(YOUR OBJECTIVE): Set down each entry below exactly as written, keeping the pictures out.

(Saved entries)
........

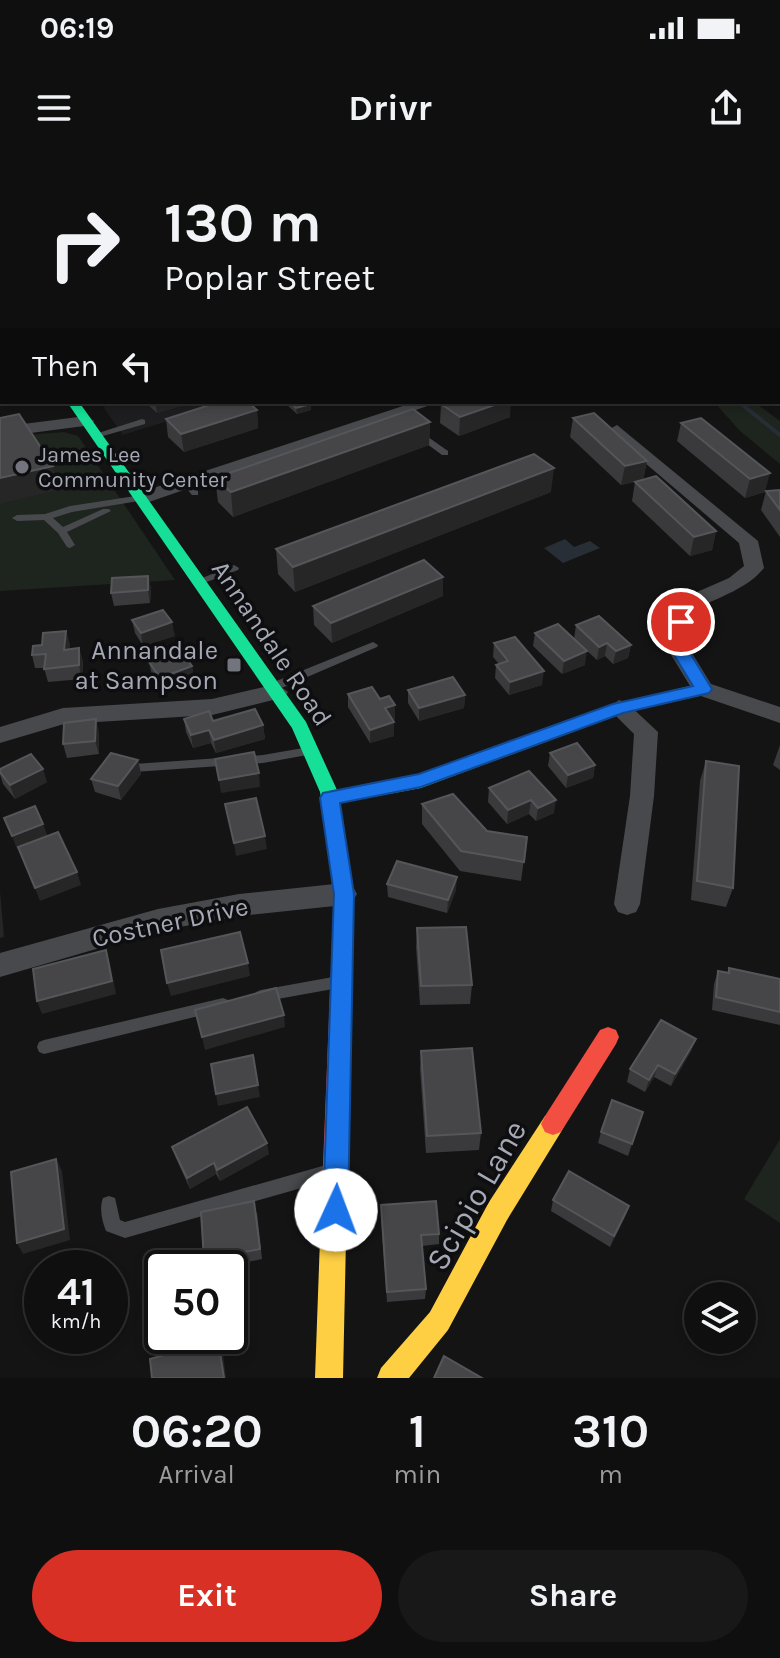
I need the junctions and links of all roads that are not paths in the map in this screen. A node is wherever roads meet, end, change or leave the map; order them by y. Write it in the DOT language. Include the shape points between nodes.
graph roads {
  1 [pos="74,404"];
  2 [pos="427,404"];
  3 [pos="142,422"];
  4 [pos="91,428"];
  5 [pos="414,430"];
  6 [pos="617,430"];
  7 [pos="0,432"];
  8 [pos="445,453"];
  9 [pos="142,498"];
  10 [pos="46,517"];
  11 [pos="17,518"];
  12 [pos="62,531"];
  13 [pos="70,545"];
  14 [pos="234,568"];
  15 [pos="200,581"];
  16 [pos="373,645"];
  17 [pos="703,689"];
  18 [pos="275,690"];
  19 [pos="619,708"];
  20 [pos="780,715"];
  21 [pos="0,735"];
  22 [pos="312,751"];
  23 [pos="134,768"];
  24 [pos="330,798"];
  25 [pos="344,894"];
  26 [pos="627,904"];
  27 [pos="0,965"];
  28 [pos="342,981"];
  29 [pos="608,1037"];
  30 [pos="44,1047"];
  31 [pos="337,1170"];
  32 [pos="109,1204"];
  33 [pos="329,1378"];
  34 [pos="391,1378"];
  1 -- 4 [label="main road, Annandale Road"];
  2 -- 9 [label="street" via="399,418 290,444"];
  3 -- 4 [label="lane"];
  4 -- 7 [label="street"];
  4 -- 9 [label="main road, Annandale Road"];
  5 -- 8 [label="lane"];
  6 -- 17 [label="street" via="748,541 754,568 688,604 673,640"];
  9 -- 10 [label="lane"];
  9 -- 12 [label="lane"];
  9 -- 15 [label="main road, Annandale Road"];
  10 -- 11 [label="lane"];
  10 -- 12 [label="lane"];
  12 -- 13 [label="lane"];
  14 -- 15 [label="lane"];
  15 -- 18 [label="main road, Annandale Road"];
  16 -- 18 [label="lane"];
  17 -- 19 [label="main road"];
  17 -- 20 [label="street"];
  18 -- 21 [label="street" via="212,707 74,714"];
  18 -- 22 [label="main road, Annandale Road"];
  19 -- 24 [label="main road" via="421,781"];
  19 -- 26 [label="street" via="646,732"];
  22 -- 23 [label="lane"];
  22 -- 24 [label="main road, Annandale Road"];
  24 -- 25 [label="main road, Annandale Road"];
  25 -- 27 [label="street, Costner Drive" via="158,920"];
  25 -- 28 [label="main road, Annandale Road"];
  28 -- 30 [label="lane"];
  28 -- 31 [label="main road, Annandale Road"];
  29 -- 34 [label="main road, Scipio Lane" via="498,1211 439,1321"];
  31 -- 32 [label="lane" via="125,1230 112,1225"];
  31 -- 33 [label="main road, Annandale Road"];
}
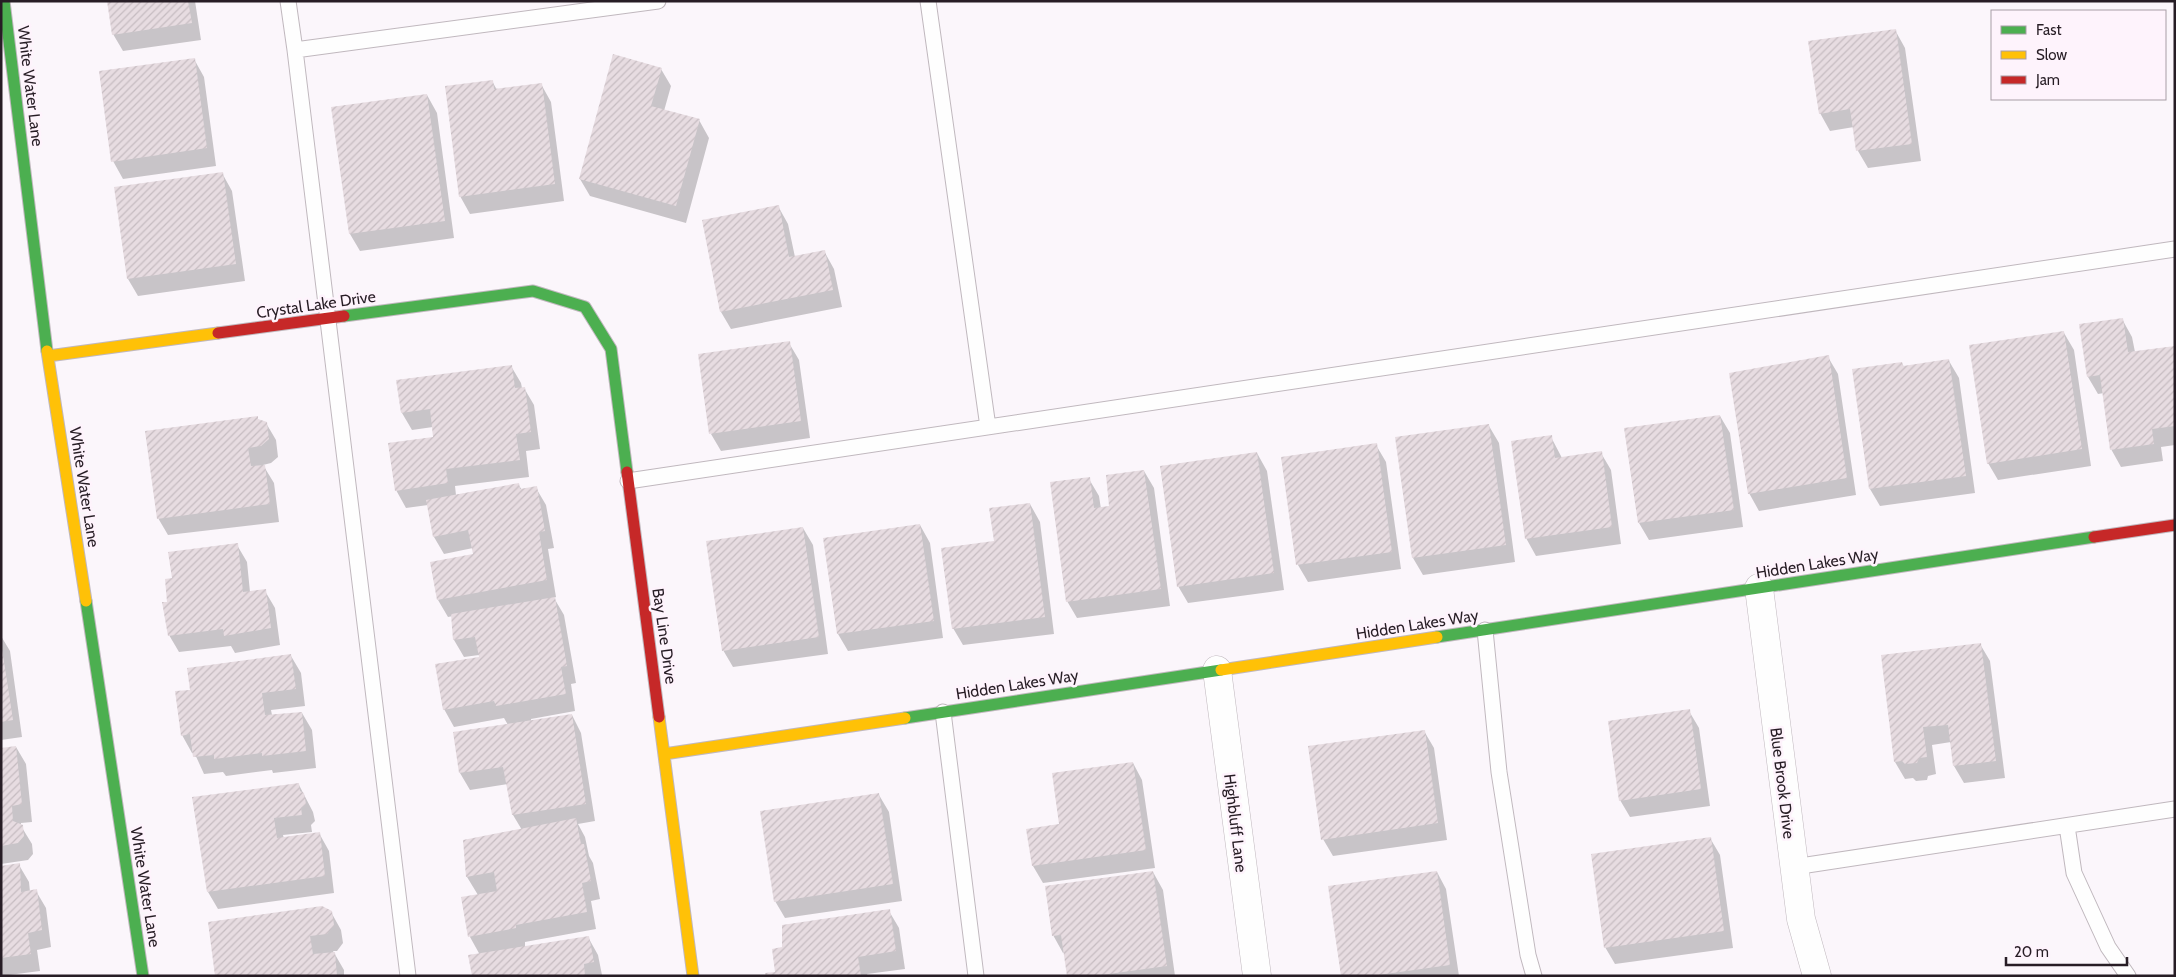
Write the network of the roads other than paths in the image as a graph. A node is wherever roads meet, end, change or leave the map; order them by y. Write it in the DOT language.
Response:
graph roads {
  1 [pos="4,1"];
  2 [pos="288,1"];
  3 [pos="658,1"];
  4 [pos="928,1"];
  5 [pos="295,50"];
  6 [pos="2175,249"];
  7 [pos="585,307"];
  8 [pos="328,319"];
  9 [pos="48,356"];
  10 [pos="988,427"];
  11 [pos="628,480"];
  12 [pos="2175,526"];
  13 [pos="1759,588"];
  14 [pos="1485,630"];
  15 [pos="1218,670"];
  16 [pos="943,712"];
  17 [pos="664,754"];
  18 [pos="2175,809"];
  19 [pos="2067,826"];
  20 [pos="1794,867"];
  21 [pos="144,976"];
  22 [pos="408,976"];
  23 [pos="693,976"];
  24 [pos="976,976"];
  25 [pos="1256,976"];
  26 [pos="1534,976"];
  27 [pos="1817,976"];
  28 [pos="2128,976"];
  1 -- 9 [label="street, White Water Lane"];
  2 -- 5 [label="lane"];
  3 -- 5 [label="lane"];
  4 -- 10 [label="lane"];
  5 -- 8 [label="lane"];
  6 -- 10 [label="lane"];
  7 -- 8 [label="street, Crystal Lake Drive"];
  7 -- 11 [label="street, Bay Line Drive"];
  8 -- 9 [label="street, Crystal Lake Drive"];
  8 -- 22 [label="lane"];
  9 -- 21 [label="street, White Water Lane"];
  10 -- 11 [label="lane"];
  11 -- 17 [label="street, Bay Line Drive"];
  12 -- 13 [label="street, Hidden Lakes Way"];
  13 -- 14 [label="street, Hidden Lakes Way"];
  13 -- 20 [label="street, Blue Brook Drive"];
  14 -- 15 [label="street, Hidden Lakes Way"];
  14 -- 26 [label="lane"];
  15 -- 16 [label="street, Hidden Lakes Way"];
  15 -- 25 [label="street, Highbluff Lane"];
  16 -- 17 [label="street, Hidden Lakes Way"];
  16 -- 24 [label="lane"];
  17 -- 23 [label="street, Bay Line Drive"];
  18 -- 19 [label="lane"];
  19 -- 20 [label="lane"];
  19 -- 28 [label="lane"];
  20 -- 27 [label="street, Blue Brook Drive"];
}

........

(RESULT BELOW):
I need the junctions and links of all roads that are not paths in the map in this screen. A node is wherever roads meet, end, change or leave the map; order them by y. Write it in the DOT language. Include the shape points between nodes.
graph roads {
  1 [pos="74,404"];
  2 [pos="427,404"];
  3 [pos="142,422"];
  4 [pos="91,428"];
  5 [pos="414,430"];
  6 [pos="617,430"];
  7 [pos="0,432"];
  8 [pos="445,453"];
  9 [pos="142,498"];
  10 [pos="46,517"];
  11 [pos="17,518"];
  12 [pos="62,531"];
  13 [pos="70,545"];
  14 [pos="234,568"];
  15 [pos="200,581"];
  16 [pos="373,645"];
  17 [pos="703,689"];
  18 [pos="275,690"];
  19 [pos="619,708"];
  20 [pos="780,715"];
  21 [pos="0,735"];
  22 [pos="312,751"];
  23 [pos="134,768"];
  24 [pos="330,798"];
  25 [pos="344,894"];
  26 [pos="627,904"];
  27 [pos="0,965"];
  28 [pos="342,981"];
  29 [pos="608,1037"];
  30 [pos="44,1047"];
  31 [pos="337,1170"];
  32 [pos="109,1204"];
  33 [pos="329,1378"];
  34 [pos="391,1378"];
  1 -- 4 [label="main road, Annandale Road"];
  2 -- 9 [label="street" via="399,418 290,444"];
  3 -- 4 [label="lane"];
  4 -- 7 [label="street"];
  4 -- 9 [label="main road, Annandale Road"];
  5 -- 8 [label="lane"];
  6 -- 17 [label="street" via="748,541 754,568 688,604 673,640"];
  9 -- 10 [label="lane"];
  9 -- 12 [label="lane"];
  9 -- 15 [label="main road, Annandale Road"];
  10 -- 11 [label="lane"];
  10 -- 12 [label="lane"];
  12 -- 13 [label="lane"];
  14 -- 15 [label="lane"];
  15 -- 18 [label="main road, Annandale Road"];
  16 -- 18 [label="lane"];
  17 -- 19 [label="main road"];
  17 -- 20 [label="street"];
  18 -- 21 [label="street" via="212,707 74,714"];
  18 -- 22 [label="main road, Annandale Road"];
  19 -- 24 [label="main road" via="421,781"];
  19 -- 26 [label="street" via="646,732"];
  22 -- 23 [label="lane"];
  22 -- 24 [label="main road, Annandale Road"];
  24 -- 25 [label="main road, Annandale Road"];
  25 -- 27 [label="street, Costner Drive" via="158,920"];
  25 -- 28 [label="main road, Annandale Road"];
  28 -- 30 [label="lane"];
  28 -- 31 [label="main road, Annandale Road"];
  29 -- 34 [label="main road, Scipio Lane" via="498,1211 439,1321"];
  31 -- 32 [label="lane" via="125,1230 112,1225"];
  31 -- 33 [label="main road, Annandale Road"];
}
Write the network of the roads other than paths in the image as a graph. A node is wherever roads meet, end, change or leave the map; order them by y. Write it in the DOT language.
Response:
graph roads {
  1 [pos="4,1"];
  2 [pos="288,1"];
  3 [pos="658,1"];
  4 [pos="928,1"];
  5 [pos="295,50"];
  6 [pos="2175,249"];
  7 [pos="585,307"];
  8 [pos="328,319"];
  9 [pos="48,356"];
  10 [pos="988,427"];
  11 [pos="628,480"];
  12 [pos="2175,526"];
  13 [pos="1759,588"];
  14 [pos="1485,630"];
  15 [pos="1218,670"];
  16 [pos="943,712"];
  17 [pos="664,754"];
  18 [pos="2175,809"];
  19 [pos="2067,826"];
  20 [pos="1794,867"];
  21 [pos="144,976"];
  22 [pos="408,976"];
  23 [pos="693,976"];
  24 [pos="976,976"];
  25 [pos="1256,976"];
  26 [pos="1534,976"];
  27 [pos="1817,976"];
  28 [pos="2128,976"];
  1 -- 9 [label="street, White Water Lane"];
  2 -- 5 [label="lane"];
  3 -- 5 [label="lane"];
  4 -- 10 [label="lane"];
  5 -- 8 [label="lane"];
  6 -- 10 [label="lane"];
  7 -- 8 [label="street, Crystal Lake Drive"];
  7 -- 11 [label="street, Bay Line Drive"];
  8 -- 9 [label="street, Crystal Lake Drive"];
  8 -- 22 [label="lane"];
  9 -- 21 [label="street, White Water Lane"];
  10 -- 11 [label="lane"];
  11 -- 17 [label="street, Bay Line Drive"];
  12 -- 13 [label="street, Hidden Lakes Way"];
  13 -- 14 [label="street, Hidden Lakes Way"];
  13 -- 20 [label="street, Blue Brook Drive"];
  14 -- 15 [label="street, Hidden Lakes Way"];
  14 -- 26 [label="lane"];
  15 -- 16 [label="street, Hidden Lakes Way"];
  15 -- 25 [label="street, Highbluff Lane"];
  16 -- 17 [label="street, Hidden Lakes Way"];
  16 -- 24 [label="lane"];
  17 -- 23 [label="street, Bay Line Drive"];
  18 -- 19 [label="lane"];
  19 -- 20 [label="lane"];
  19 -- 28 [label="lane"];
  20 -- 27 [label="street, Blue Brook Drive"];
}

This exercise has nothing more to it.